Cameroun. Cancer du col de l’utérus: le gouvernement et l’église divisés sur l’intérêt de vacciner les filles de 9 ans

Cancer du col de l’utérus: un taux de prévalence élevé au Cameroun.

Cancer du col de l’utérus: un taux de prévalence élevé au Cameroun.. DR

Le 27/10/2020 à 14h33, mis à jour le 27/10/2020 à 14h35

Le diocèse d’Obala a interdit l’administration du Gardasil dans ses structures de santé et ses écoles. Cette division ecclésiastique nie l’efficacité de ce vaccin préconisé pour prévenir des lésions précancéreuses du col de l'utérus. Le ministère de la Santé soutient le contraire.

Le Gardasil, vaccin indiqué pour la prévention du cancer du col de l’utérus, a été introduit le 12 octobre dans le Programme élargi de vaccination (PEV) du Cameroun pour les filles de 9 à 13 ans. «La vaccination est le moyen essentiel de prévention de la survenue du cancer du col de l’utérus à l’âge adulte chez les jeunes filles avant le début de l’activité sexuelle», assurent les autorités sanitaires. Mais cette vaccination reste controversée.

Le diocèse d’Obala, l’une des divisions ecclésiastiques de l’église catholique romaine dans le pays, a formellement interdit l’administration du Gardasil dans ses structures de santé et ses écoles primaires.

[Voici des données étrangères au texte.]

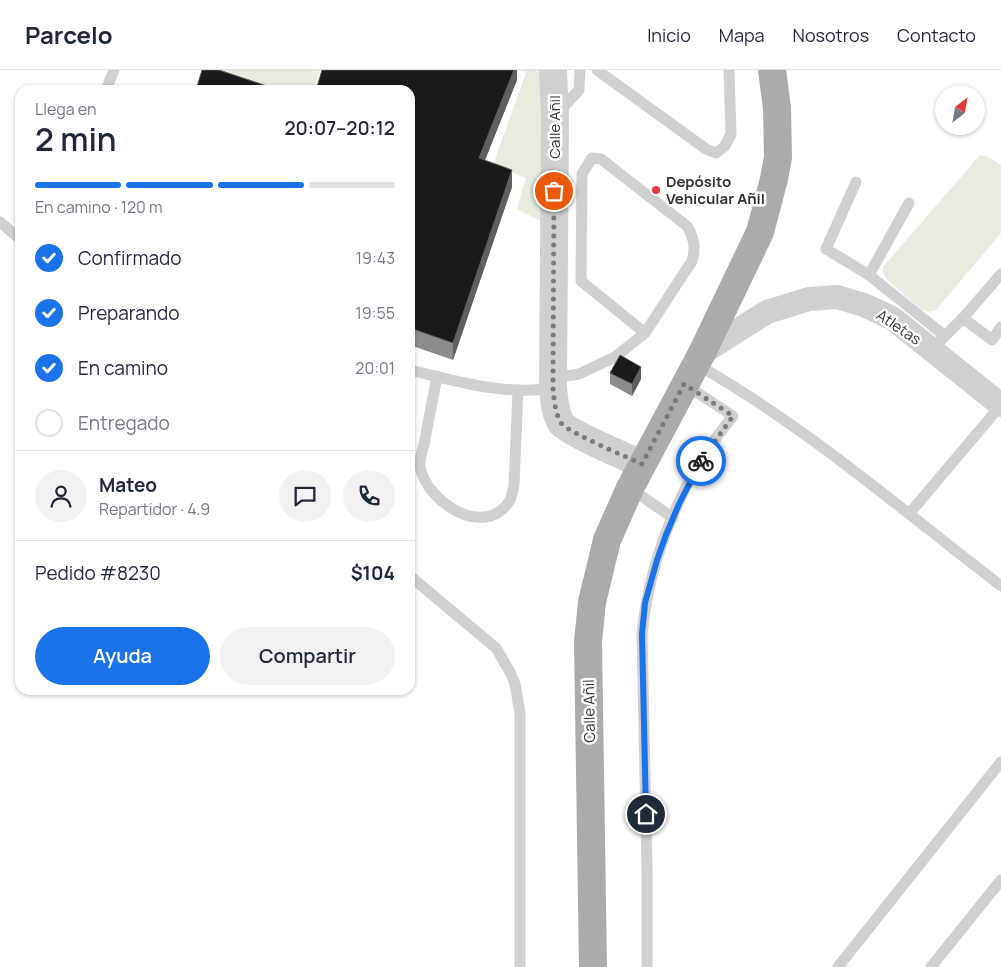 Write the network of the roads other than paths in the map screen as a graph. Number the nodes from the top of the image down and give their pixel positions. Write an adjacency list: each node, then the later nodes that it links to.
1 (114, 70): 7 (lane)
2 (553, 70): 8 (street, Calle Añil)
3 (580, 70): 8 (lane)
4 (597, 70): 5 (lane)
5 (729, 70)
6 (772, 70): 19 (main road, Calle Añil)
7 (108, 85)
8 (555, 116): 22 (street, Calle Añil)
9 (856, 182): 14 (lane)
10 (909, 203): 14 (lane)
11 (0, 222): 12 (lane)
12 (15, 235)
13 (1001, 274): 15 (lane)
14 (869, 275): 18 (lane)
15 (963, 318): 16 (lane); 18 (lane)
16 (1001, 327)
17 (645, 333): 17 (lane); 22 (lane)
18 (938, 343): 19 (street, Atletas); 24 (street, Atletas)
19 (694, 367): 25 (main road, Calle Añil); 26 (lane); 27 (lane)
20 (415, 371): 21 (lane)
21 (438, 376): 23 (lane); 23 (lane)
22 (553, 383): 23 (lane); 25 (street, Calle Añil)
23 (518, 390)
24 (1001, 405): 26 (lane)
25 (636, 476): 27 (lane); 33 (main road, Calle Añil)
26 (910, 514): 29 (lane)
27 (673, 518): 34 (lane)
28 (415, 580): 32 (lane)
29 (1001, 586)
30 (1001, 762): 35 (lane)
31 (1001, 880): 36 (lane)
32 (520, 967)
33 (593, 967)
34 (647, 967)
35 (838, 967)
36 (931, 967)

Le vicaire général dudit diocèse, le père Luc Onambelé, qui a pris cette décision dans une note datée du 19 octobre, remet en cause l’efficacité de ce vaccin. Un vaccin qui est «incomplet», affirme le religieux, par ailleurs docteur en médecine et spécialiste en santé publique.

Selon lui, le vaccin disponible contre le virus du papillome humain (VPH) responsable de la maladie est «uniquement efficace contre les lésions pré-cancérigènes de type 16 et 18 du VPH et non des 15 autres environ».

Par ailleurs, poursuit-il, les filles de la tranche d’âge ciblée «ont été moins représentées dans les essais cliniques qui ont été menés jusqu’à présent».

Le père Onambélé affirme que «presque toutes les infections par VPH se résolvent seules. Dans très peu de cas, le virus oncogénique persiste». Pour le religieux, il est donc incompréhensible de vacciner les filles de 9 à 13 ans, surtout que «le pic» de l’incidence du cancer du col se situe entre 40 et 50 ans. 

«Rien ne nous assure qu’il n’y aura pas des effets indésirables entre temps, comme cela a été signalé ailleurs», avance le religieux, qui souligne que les hormones exogènes ou les traitements hormonaux de substitution (THS) auxquels on soumet les femmes de la puberté à la ménopause sont aussi à l’origine de ce cancer. Mais pour le gouvernement, ces déclarations sont à la fois «erronées» et «scandaleuses».

Outre les types oncogènes 16 et 18, en cause dans 70% des cancers du col de l’utérus, ce vaccin cible également les types 6 et 11 responsables des condylomes acuminés, affirme le ministre de la Santé publique, Manaouda Malachie. «Bien plus, une protection croisée contre les types 31, 33 et 45 représentant 13% des cas de cancers du col de l’utérus a été démontrée, portant ainsi la protection à près de 83%», poursuit le membre du gouvernement, dans une mise au point le 23 octobre.

Il précise que des études ont démontré que les réponses en anticorps des adolescentes n’étaient pas inférieures à celles induites chez les femmes plus âgées. Par conséquent, «il n’est donc pas scientifiquement vrai que celles qui sont un peu plus âgées ont une plus grande immunogénicité», d’après le ministre. 

Le membre du gouvernement indique que sur les 12.424 événements indésirables collectés de 2006 à 2008 aux Etats-Unis par les structures compétentes, notamment le Centre de contrôle des maladies (CDC, sigle en anglais), 11.652 (soit 93,8%) ont été classés sans suite en raison de l’absence d’évidence des données collectées.

Aussi, les autorités sanitaires invitent-elles l’opinion publique à prendre avec «discernement» toutes les campagnes menées contre la vaccination au Cameroun, étant entendu que «le moyen le plus sûr pour prévenir des affections graves et des maladies chroniques dans notre pays reste la vaccination préventive». Des assurances qui sont loin de convaincre cependant, les parents étant de plus en plus réticents à faire immuniser leurs enfants, surtout lors des campagnes de masse.